By admin on 23/03/2013

I've just pushed up the latest incarnation of my own theme for this blog. Building on the foundations of my previous efforts but a completely overhauled design.

Typecast

I started off in Typecast which I'd definitely recommend as a first step. This allowed me to focus on getting the typography, colour palette and layout I wanted. Their excellent videos and articles helped me learn about and apply vertical rhythm (although that still needs work as it's been partially lost in development) then export the css when I was happy.

Fonts

Typecast offers access to thousands of fonts from various sources, the font I've gone with for the headings here is Adelle via the Typekit service. I am still on the fence about web fonts, especially as someone not so well equipped in the visual design department as they do add additional http requests and download size. But after having spent so long getting a design I was happy with I'm sticking with it for now.
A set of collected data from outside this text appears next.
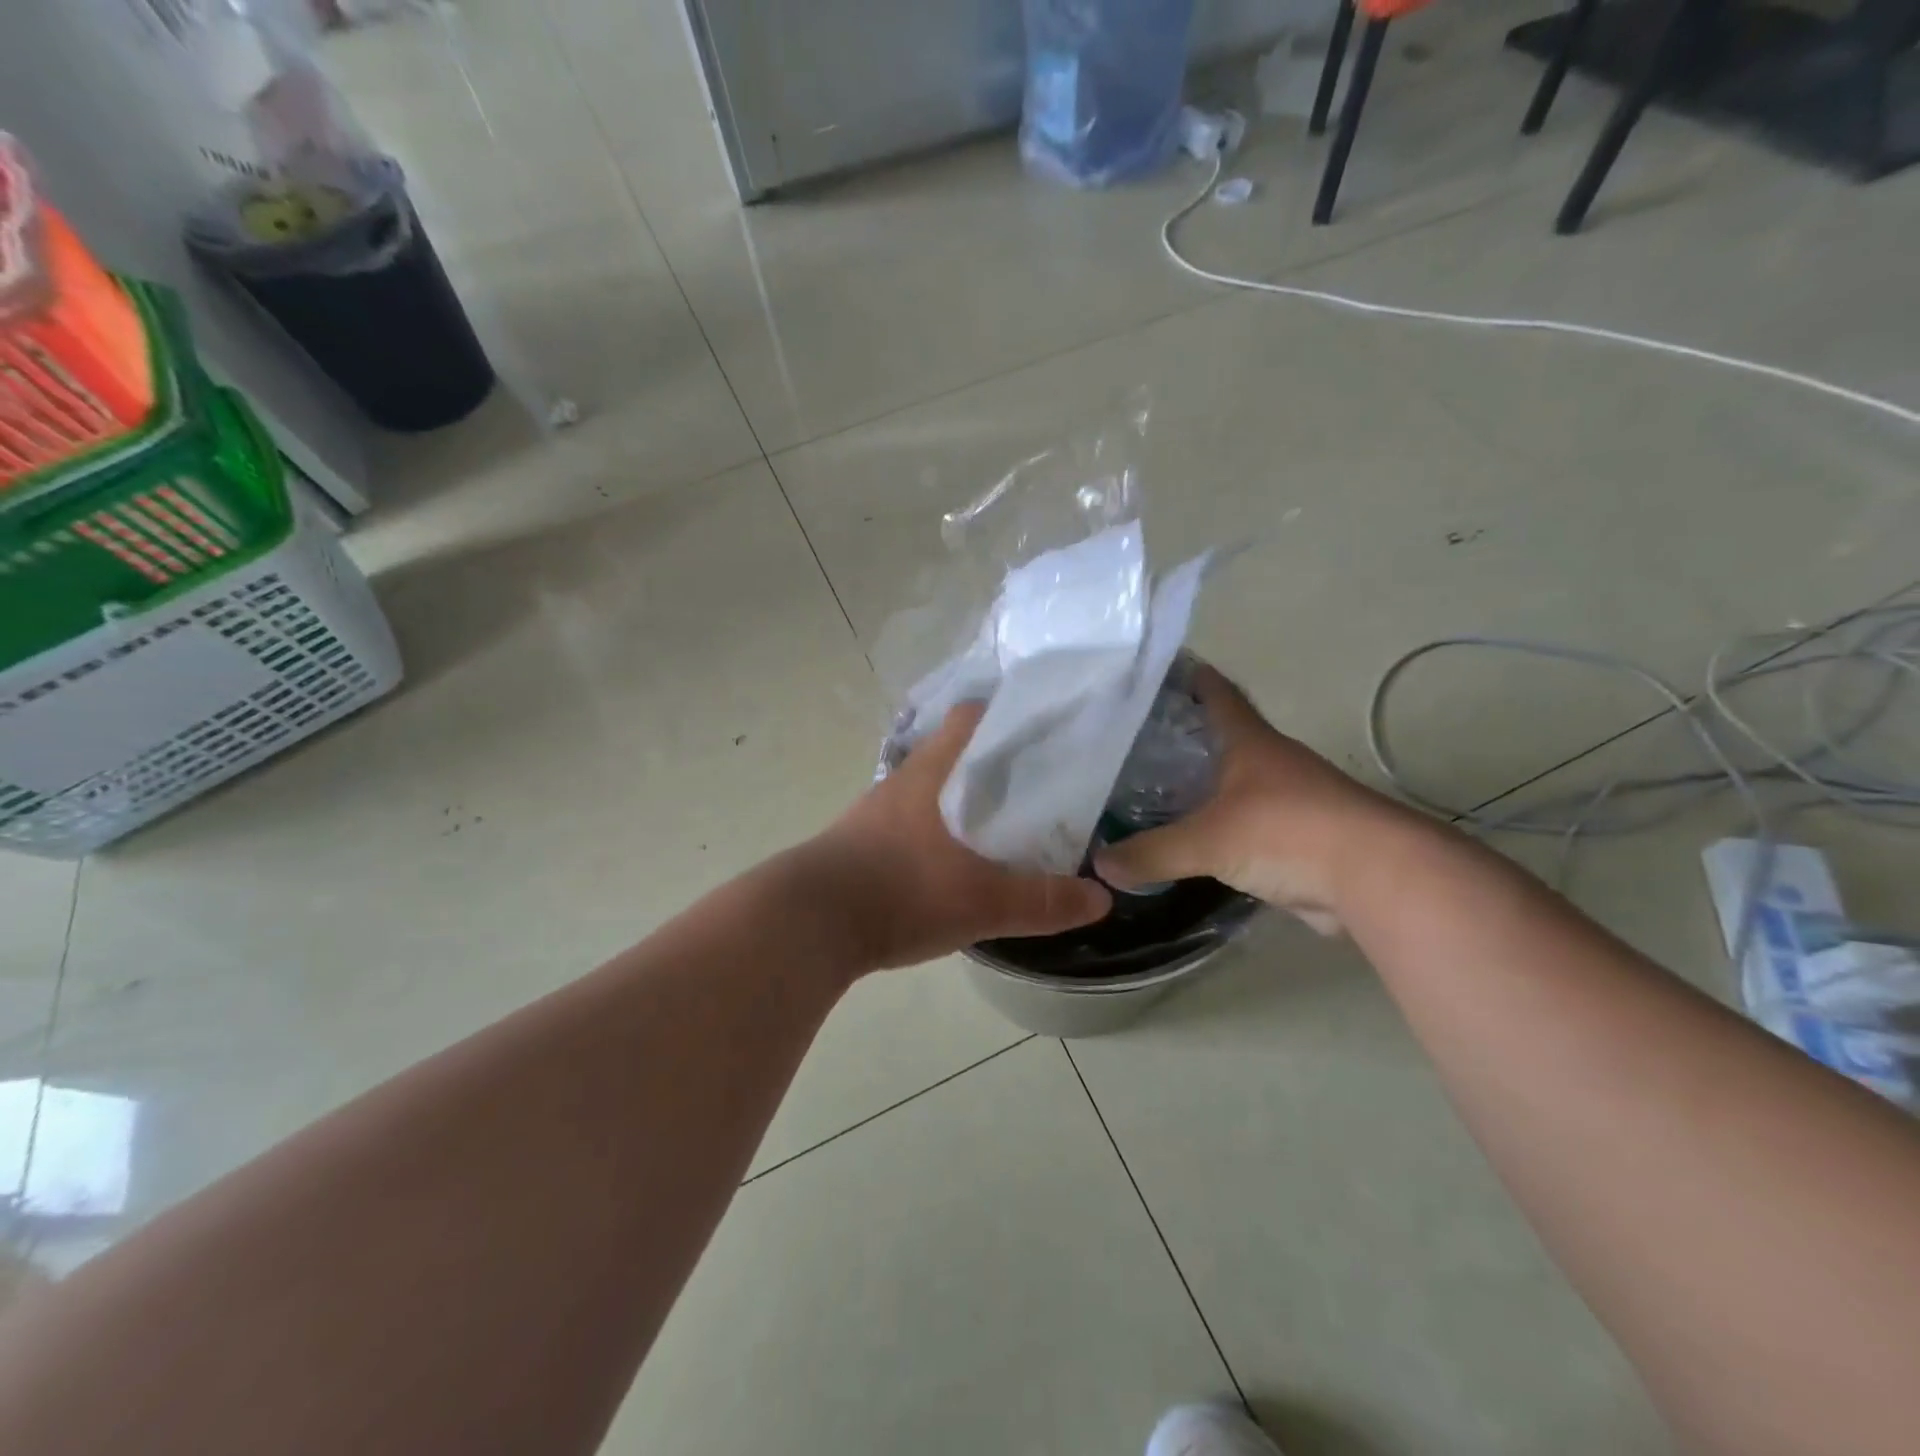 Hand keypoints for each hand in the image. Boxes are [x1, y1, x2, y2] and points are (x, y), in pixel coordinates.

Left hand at [809, 704, 1111, 970]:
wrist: (807, 924)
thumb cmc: (901, 893)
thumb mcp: (983, 902)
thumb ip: (1043, 900)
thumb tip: (1101, 899)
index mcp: (934, 773)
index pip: (971, 718)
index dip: (1008, 718)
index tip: (1044, 735)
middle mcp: (904, 782)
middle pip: (955, 755)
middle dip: (994, 768)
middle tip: (1037, 790)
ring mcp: (877, 812)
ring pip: (932, 791)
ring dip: (963, 804)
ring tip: (1003, 830)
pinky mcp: (859, 843)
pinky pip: (910, 825)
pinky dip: (937, 834)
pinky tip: (954, 866)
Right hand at [1093, 666, 1413, 934]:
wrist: (1377, 878)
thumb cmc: (1288, 832)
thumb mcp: (1208, 841)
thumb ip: (1152, 852)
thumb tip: (1099, 864)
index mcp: (1250, 744)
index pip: (1216, 694)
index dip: (1190, 678)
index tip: (1158, 668)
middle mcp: (1269, 764)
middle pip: (1221, 739)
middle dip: (1182, 738)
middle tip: (1131, 741)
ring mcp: (1287, 802)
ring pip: (1231, 786)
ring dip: (1200, 788)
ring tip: (1150, 792)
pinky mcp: (1296, 841)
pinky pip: (1243, 828)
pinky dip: (1216, 831)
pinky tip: (1188, 842) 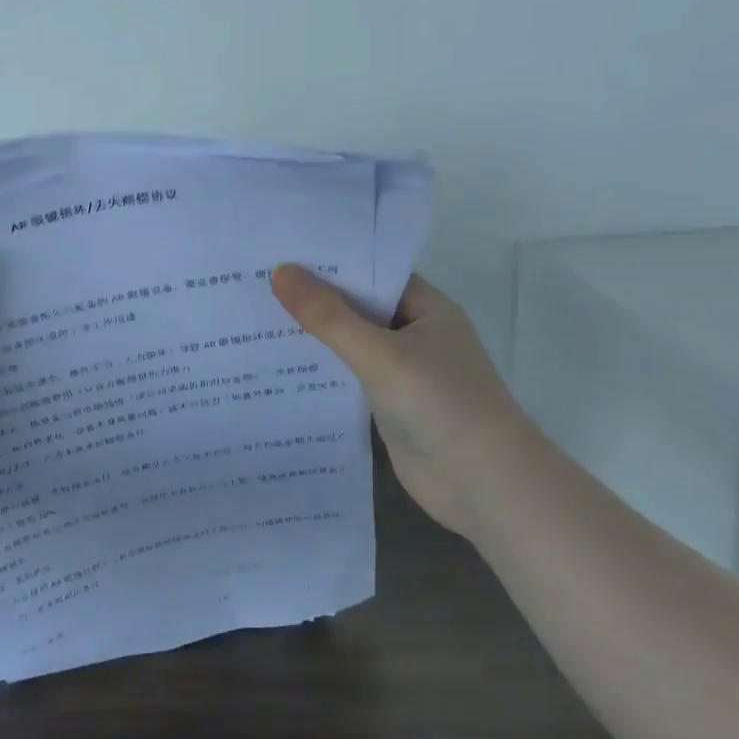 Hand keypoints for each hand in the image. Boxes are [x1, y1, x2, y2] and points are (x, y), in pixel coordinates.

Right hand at [271, 265, 527, 534]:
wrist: (484, 486)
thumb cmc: (441, 404)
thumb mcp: (380, 354)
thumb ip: (329, 316)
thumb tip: (280, 272)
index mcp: (426, 309)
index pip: (372, 273)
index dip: (329, 262)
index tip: (279, 252)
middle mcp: (416, 334)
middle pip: (358, 308)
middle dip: (313, 299)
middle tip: (254, 283)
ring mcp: (403, 372)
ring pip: (351, 345)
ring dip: (314, 338)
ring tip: (254, 319)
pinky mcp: (390, 406)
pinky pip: (349, 379)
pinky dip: (321, 372)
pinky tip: (278, 368) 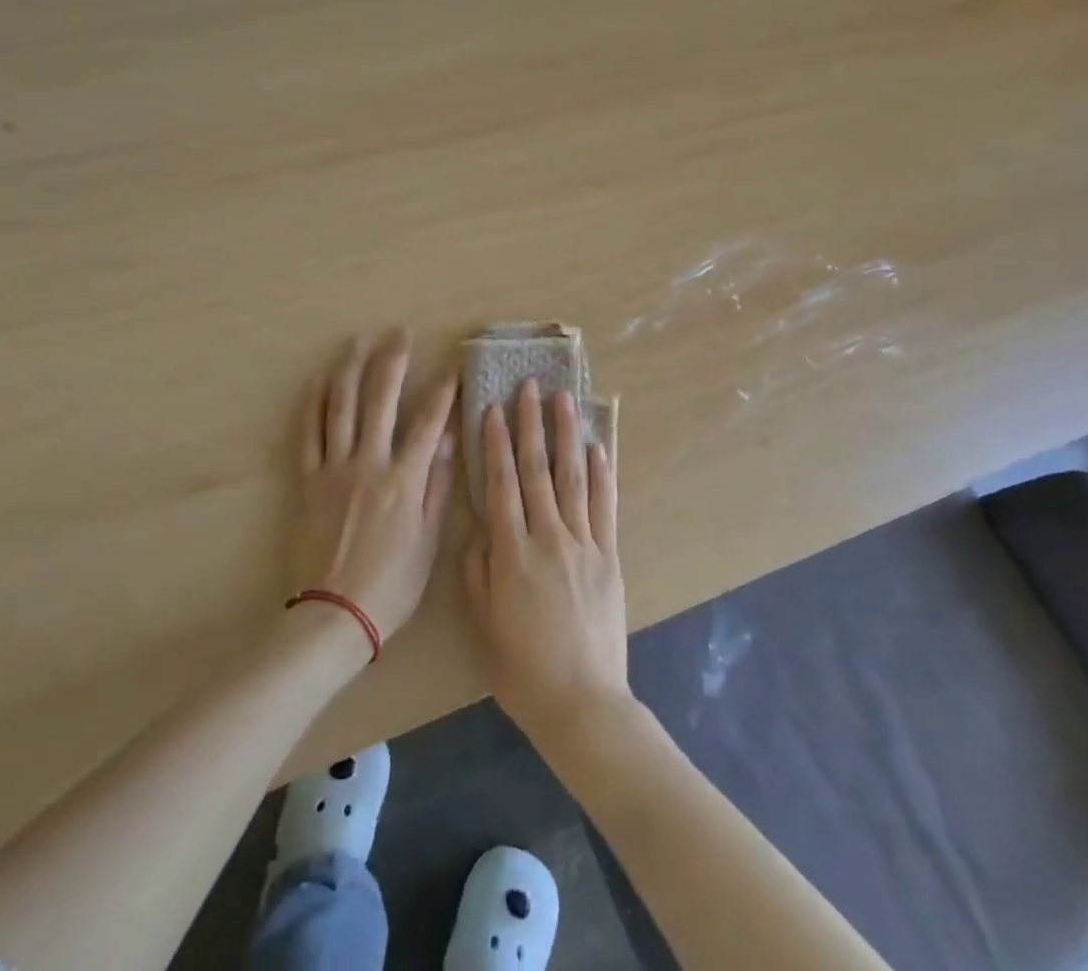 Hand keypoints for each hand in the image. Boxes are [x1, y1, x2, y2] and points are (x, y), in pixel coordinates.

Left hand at [294, 331, 457, 642]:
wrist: (332, 616)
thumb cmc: (391, 584)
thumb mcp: (428, 541)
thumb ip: (438, 486)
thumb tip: (448, 441)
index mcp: (404, 479)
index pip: (429, 422)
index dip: (444, 390)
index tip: (453, 365)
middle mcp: (369, 463)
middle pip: (381, 400)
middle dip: (393, 362)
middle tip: (400, 333)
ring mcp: (335, 469)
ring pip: (341, 407)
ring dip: (351, 369)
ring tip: (359, 340)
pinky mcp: (309, 481)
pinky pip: (310, 433)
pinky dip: (315, 402)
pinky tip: (321, 379)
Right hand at [462, 379, 631, 745]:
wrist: (582, 702)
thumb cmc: (522, 668)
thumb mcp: (483, 623)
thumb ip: (477, 570)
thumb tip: (479, 528)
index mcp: (512, 552)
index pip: (501, 483)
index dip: (497, 443)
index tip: (495, 408)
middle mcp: (548, 536)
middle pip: (537, 470)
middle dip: (532, 424)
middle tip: (531, 386)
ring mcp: (584, 543)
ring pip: (573, 477)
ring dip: (567, 435)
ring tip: (565, 399)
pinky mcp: (609, 556)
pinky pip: (605, 505)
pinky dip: (602, 473)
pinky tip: (598, 446) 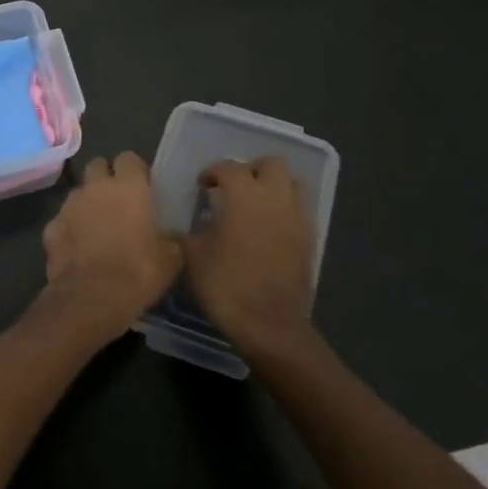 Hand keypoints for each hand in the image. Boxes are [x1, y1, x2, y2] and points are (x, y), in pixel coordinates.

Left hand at [43, 153, 182, 332]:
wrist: (91, 298)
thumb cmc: (138, 272)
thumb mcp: (171, 258)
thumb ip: (169, 238)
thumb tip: (168, 237)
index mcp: (128, 186)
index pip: (129, 158)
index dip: (136, 171)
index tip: (143, 187)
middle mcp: (95, 187)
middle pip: (98, 166)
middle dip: (106, 178)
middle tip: (119, 202)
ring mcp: (68, 206)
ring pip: (78, 193)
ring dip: (88, 203)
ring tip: (98, 227)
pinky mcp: (50, 228)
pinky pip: (62, 221)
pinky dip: (70, 230)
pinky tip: (79, 250)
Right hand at [182, 157, 318, 355]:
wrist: (269, 324)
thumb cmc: (226, 285)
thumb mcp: (192, 257)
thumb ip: (185, 233)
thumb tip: (177, 227)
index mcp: (244, 195)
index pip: (229, 167)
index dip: (213, 172)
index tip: (203, 186)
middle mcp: (275, 198)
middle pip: (271, 164)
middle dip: (251, 170)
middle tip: (234, 187)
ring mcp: (297, 217)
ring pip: (292, 183)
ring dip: (273, 186)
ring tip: (254, 204)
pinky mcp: (310, 238)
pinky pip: (299, 209)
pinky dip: (284, 209)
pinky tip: (268, 229) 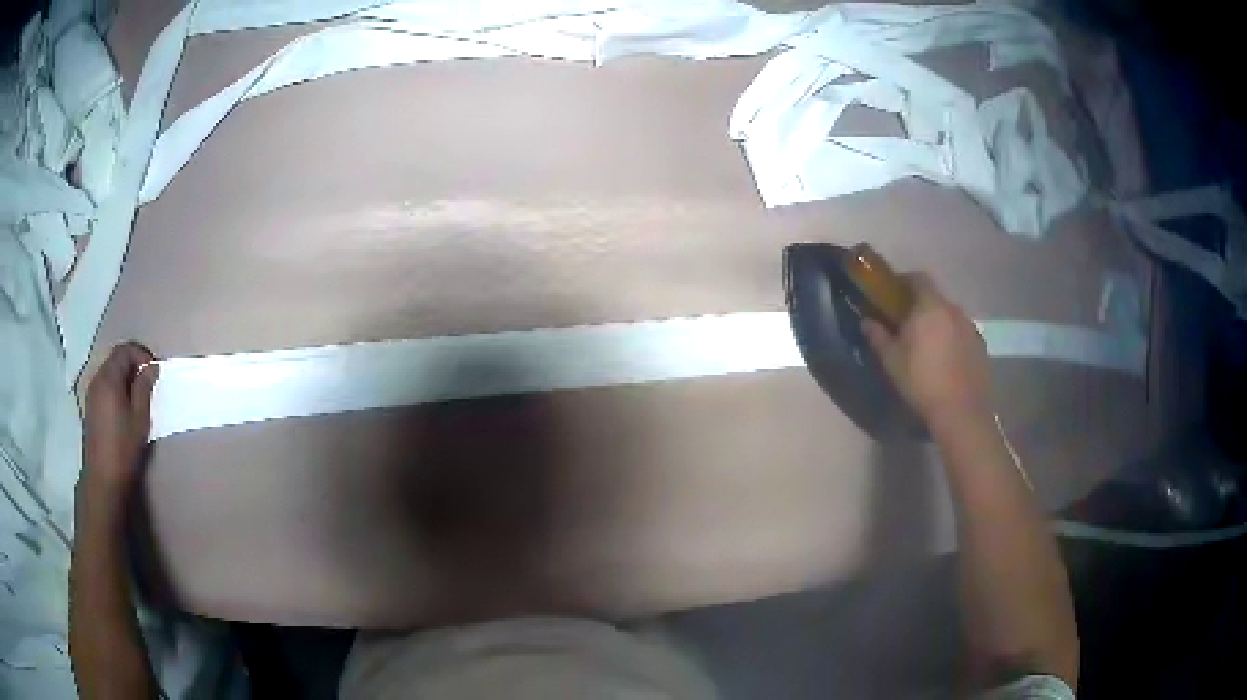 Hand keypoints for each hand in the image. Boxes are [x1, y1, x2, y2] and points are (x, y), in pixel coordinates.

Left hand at [82, 343, 158, 491]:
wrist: (102, 479)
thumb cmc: (123, 449)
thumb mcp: (139, 419)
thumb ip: (144, 389)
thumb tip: (150, 368)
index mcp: (109, 378)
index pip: (124, 350)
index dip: (141, 354)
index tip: (154, 370)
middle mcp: (97, 379)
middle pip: (115, 359)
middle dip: (132, 364)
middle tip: (147, 382)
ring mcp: (91, 393)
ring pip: (109, 372)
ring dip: (124, 377)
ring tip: (137, 397)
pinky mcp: (90, 407)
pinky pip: (104, 386)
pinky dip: (116, 388)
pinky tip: (123, 407)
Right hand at [862, 273, 992, 426]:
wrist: (961, 412)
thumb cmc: (922, 382)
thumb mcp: (892, 362)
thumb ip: (879, 337)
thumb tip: (866, 322)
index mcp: (930, 307)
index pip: (918, 278)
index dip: (904, 281)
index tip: (892, 295)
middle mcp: (953, 310)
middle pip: (935, 297)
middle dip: (920, 305)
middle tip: (906, 324)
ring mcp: (970, 327)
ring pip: (949, 316)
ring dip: (937, 323)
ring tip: (926, 346)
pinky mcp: (980, 346)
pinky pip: (961, 333)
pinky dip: (951, 339)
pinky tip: (944, 361) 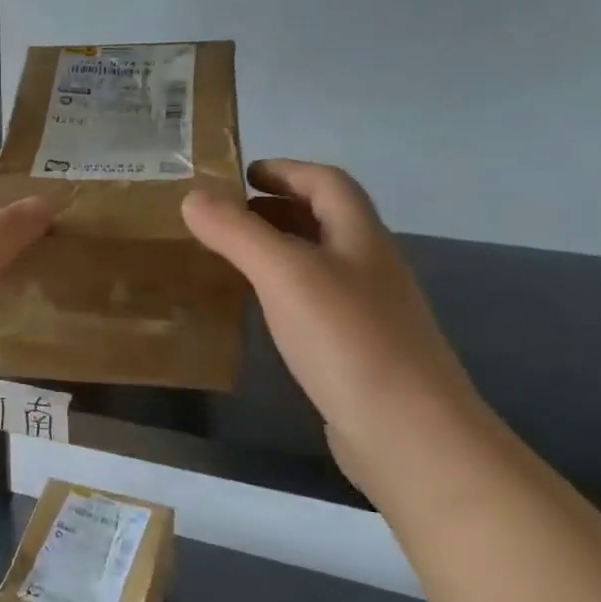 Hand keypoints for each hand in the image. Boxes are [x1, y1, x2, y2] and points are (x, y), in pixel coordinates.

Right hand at [182, 159, 485, 490]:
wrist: (407, 431)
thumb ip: (237, 233)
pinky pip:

Whether my obsession with download size forces my hand in the future we'll see.

Inuit

The next step I took was to integrate Harry Robert's InuitCSS framework which is a really handy, unobtrusive SASS & OOCSS framework full of handy mixins and conventions. As of the latest 5.0 release you can include it as a git submodule into your own repository to allow really easy updating.

What's great about Inuit is that it's doesn't dictate your project structure at all, you can simply make as much or as little use of it as you choose. I found initially I used hardly any of it but as I've explored the source, I'd discover useful approaches I could swap into my project. It's not only helped improve my code but also served as a useful tool to learn more about sass and oocss.

Build

Finally I incorporated a build script to handle optimisations, image compression and other pre-deployment tasks. For this I shamelessly ripped off @peterkeating's build script from his own theme. It's extremely well documented so I highly advise checking it out for some best practice deployment build goodness.

Thoughts?

I still have a few more things I need to tidy up but figured it's good enough to get online now. I'm pretty pleased with it at the moment but will not doubt be changing and breaking things as I go. I've also realised I need to stop referring to elements of the theme in posts because I keep changing it, at some point I'll try and go back to older posts referring to the older design and add better context... probably :/.

The full source of the theme is on github so feel free to poke around, improve, re-purpose as you see fit.